I thought to myself: How much time is left?

I wasn’t asking to uphold the student section tradition — asking the question just before the arena announcer tells the crowd there is one minute remaining in the period. I was asking because I didn’t trust Michigan to hold onto a lead, even a three-goal one. I had no reason to, especially in the regular season.

Last season, the Wolverines consistently let good (and sometimes bad) teams come back on them. Saturday, with the memories of Mercyhurst’s four-goal comeback in the season opener stuck in my head like a Taylor Swift song, I waited for a Maverick goal. A goal at the end of the period is one of the biggest momentum swings in hockey and it was the best chance for visiting Nebraska-Omaha to get into the game.
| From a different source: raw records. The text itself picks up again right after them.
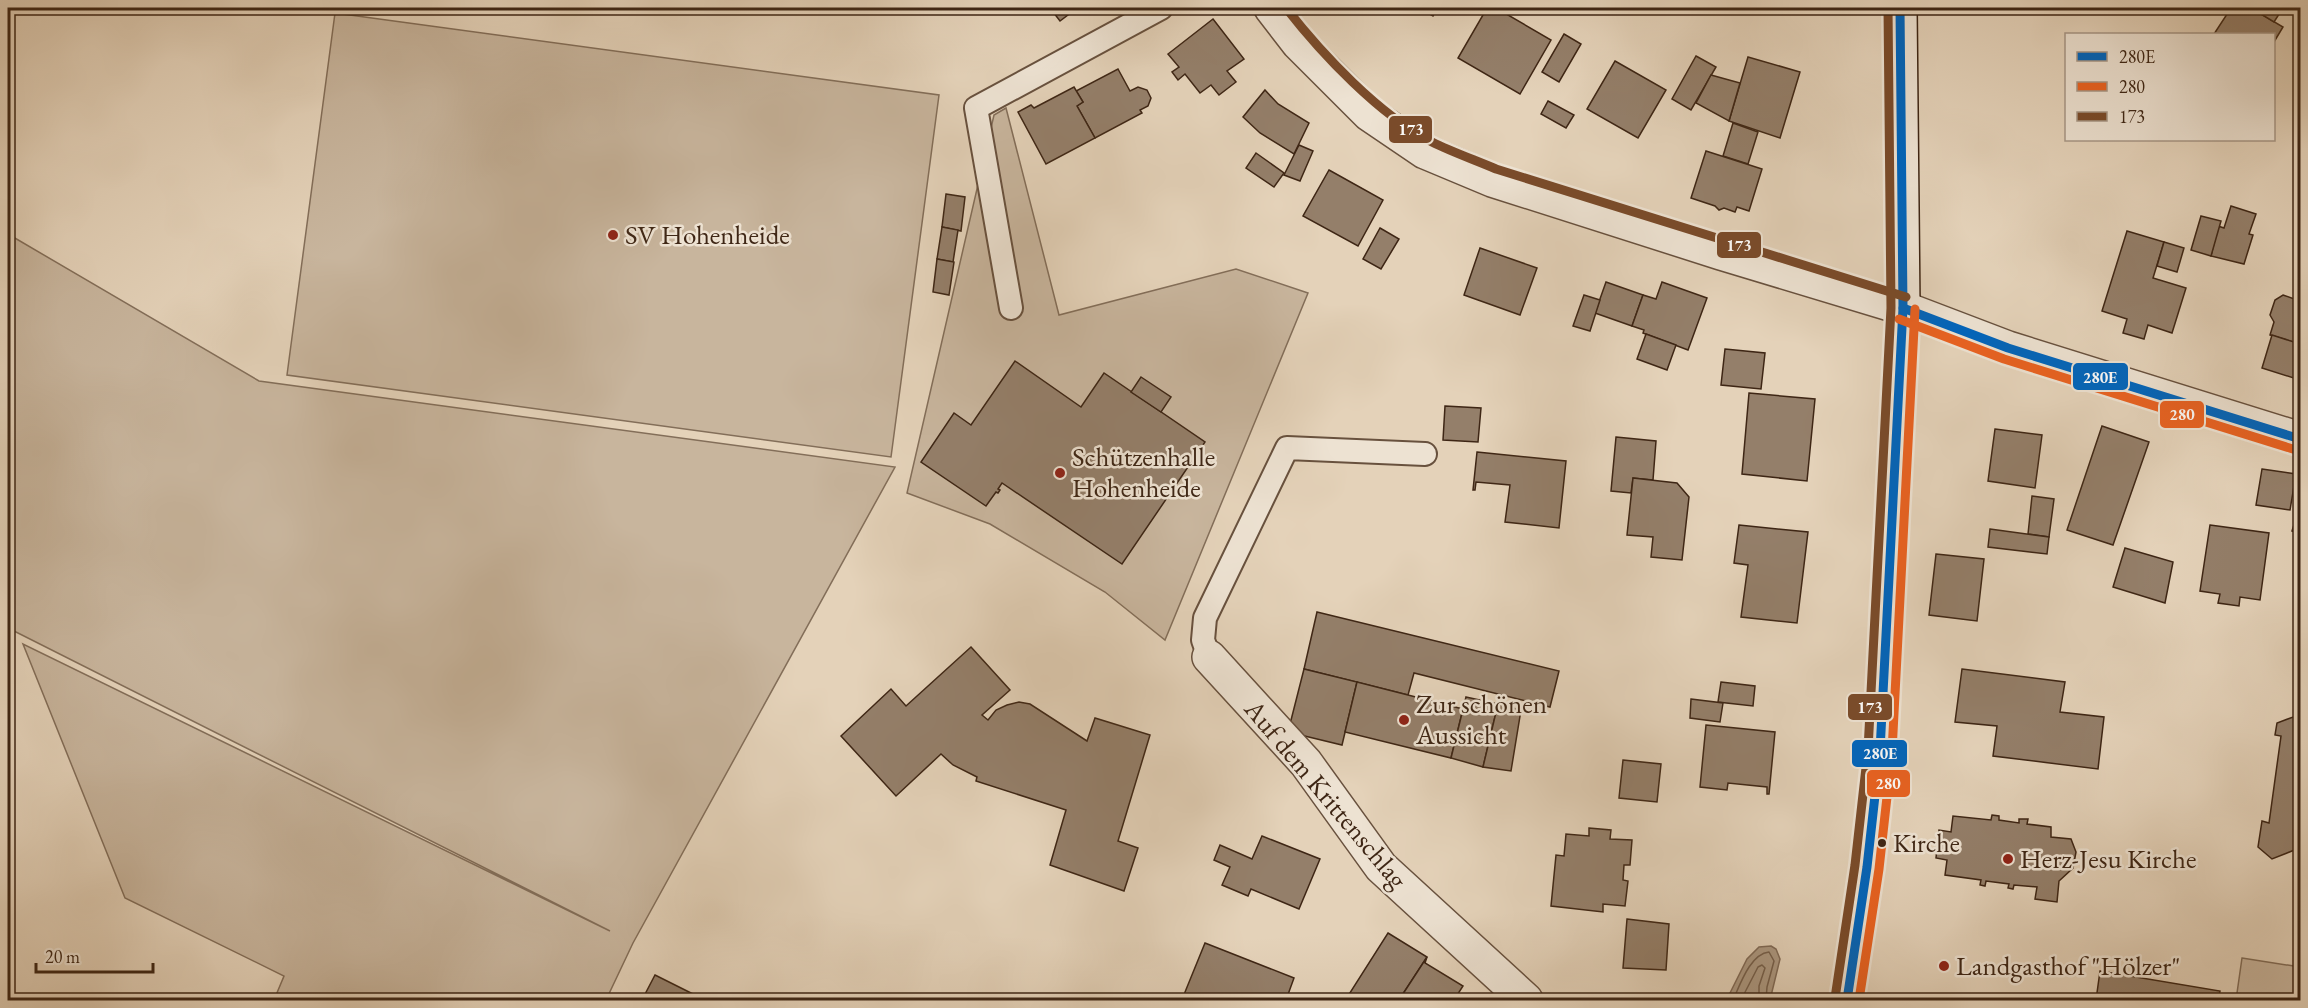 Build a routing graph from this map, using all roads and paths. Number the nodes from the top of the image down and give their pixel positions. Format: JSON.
{"nodes":[{"id":1,"x":1161,"y":8,"type":"edge"},
{"id":2,"x":1271,"y":8,"type":"edge"},
{"id":3,"x":1900,"y":8,"type":"edge"},
{"id":4,"x":1011,"y":308,"type":"dead end"},
{"id":5,"x":1903,"y":308,"type":"junction"},
{"id":6,"x":2301,"y":439,"type":"edge"},
{"id":7,"x":1425,"y":454,"type":"dead end"},
{"id":8,"x":1209,"y":657,"type":"joint"},
{"id":9,"x":1526,"y":1000,"type":"edge"},
{"id":10,"x":1847,"y":1000,"type":"edge"}],
"edges":[{"from":1,"to":4,"type":"lane"},
{"from":2,"to":5,"type":"street"},
{"from":3,"to":5,"type":"street"},
{"from":5,"to":6,"type":"street"},
{"from":5,"to":10,"type":"street"},
{"from":7,"to":8,"type":"lane"},
{"from":8,"to":9,"type":"street","name":"Auf dem Krittenschlag"}]}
But with a penalty kill and senior goalie Bryan Hogan’s stop of a breakaway, Michigan got to the end of the period without giving up a goal. Then midway through the third period, junior forward Luke Glendening’s goal sent the game out of reach. Michigan put a good team away.
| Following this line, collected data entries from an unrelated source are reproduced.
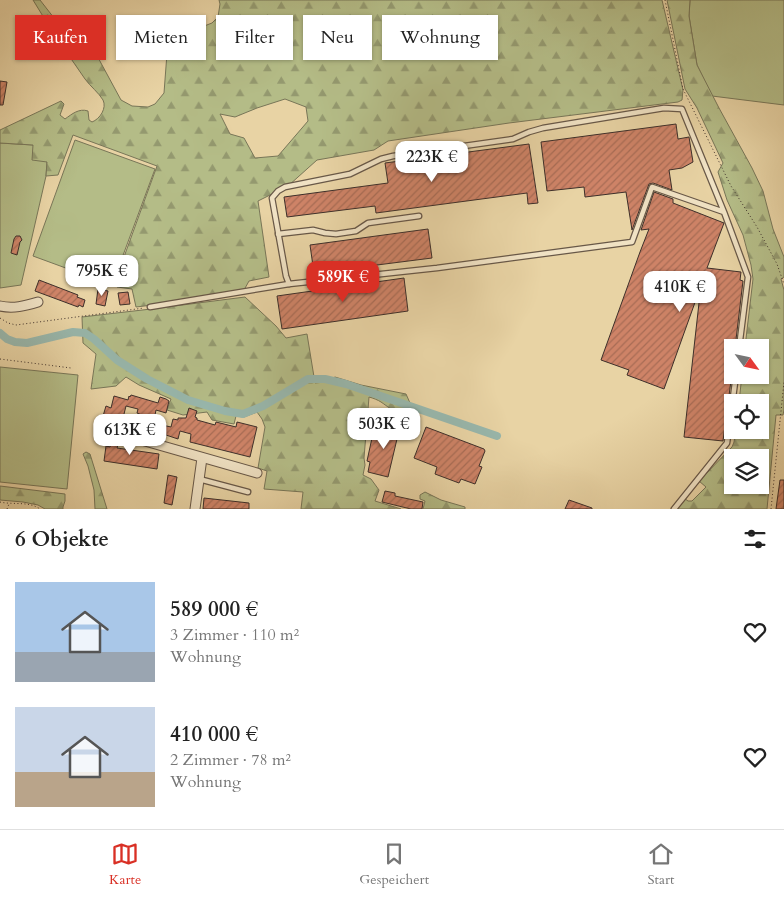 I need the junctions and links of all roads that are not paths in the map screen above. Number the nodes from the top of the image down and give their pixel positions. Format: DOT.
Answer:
graph roads {
  1 [pos="724,212"];
  2 [pos="419,216"];
  3 [pos="278,234"];
  4 [pos="289,284"];
  5 [pos="38,302"];
  6 [pos="0,306"];
  7 [pos="150,307"];
  8 [pos="740,339"];
  9 [pos="735,384"];
  10 [pos="155,443"];
  11 [pos="202,458"];
  12 [pos="257,473"];
  13 [pos="199,479"];
  14 [pos="248,492"];
  15 [pos="195,509"];
  16 [pos="674,509"];
  1 -- 3 [label="lane"];
  1 -- 4 [label="lane"];
  1 -- 8 [label="lane"];
  2 -- 3 [label="lane"];
  3 -- 4 [label="lane"];
  4 -- 7 [label="lane"];
  5 -- 6 [label="street"];
  9 -- 16 [label="lane"];
  10 -- 11 [label="street"];
  11 -- 12 [label="street"];
  11 -- 13 [label="street"];
  13 -- 14 [label="lane"];
  13 -- 15 [label="street"];
}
Finally, this edition of the Wolverines have differentiated themselves from last year’s disastrous regular-season team. Last season, Michigan probably takes another penalty late to go down two men. Last season, Omaha probably scores on a scramble in front.

After Friday night’s loss, Michigan will probably drop from its third spot in the rankings. But Saturday was the first time in the young season the team looked like it belonged in the upper echelon of college hockey.

The Wolverines’ tie on the road in New Hampshire last week looks good on paper, and they had moments in Durham when they looked like a top-ranked team. But senior goalie Shawn Hunwick stole that point while the Wolverine power play got all their goals by going three-for-three on the power play. Besides early in the first period, the Wildcats dominated that game. They ended up out-shooting Michigan by 18 and out-chanced them by a significant margin as well.

Saturday, the Wolverines still got themselves into penalty trouble in the second period, and still made turnovers in their own zone. But good teams score the goal that turns the game into only a survival exercise. And Glendening’s goal, followed by senior Ben Winnett’s did just that. Seven seconds after Winnett’s goal, Nebraska-Omaha’s Brandon Richard threw a sucker punch that ignited a brawl. On its way back to the land of steaks, it was the final act of an Omaha team that had been getting grilled the whole night.

“A 4-1 game is still a game that could be in doubt,” Michigan coach Red Berenson said. “If we had to kill a couple of penalties and got on our heels and they get one or two, it’s a whole new game.”

I’m not saying the Wolverines are ready to make a national title run. After six games, nobody is. And looking back at Friday night when they gave up four goals to Omaha, they haven’t proven they are even close.

But on Saturday night, they showed a glimpse of the team they were at the end of last season. For 60 minutes, they looked like the team that scored two goals in the third in East Lansing to sweep the best-of-three postseason series with the Spartans. It looked like the team that scored three straight goals to bury Bemidji State in the NCAA Tournament.

To believe Michigan is a top team means to see them do it consistently. And on the road. Downing Ferris State in the Bulldogs’ own building next Friday would be another small step .

Fortunately for the Wolverines, they don’t need to look at a clock. The season has a lot of time left.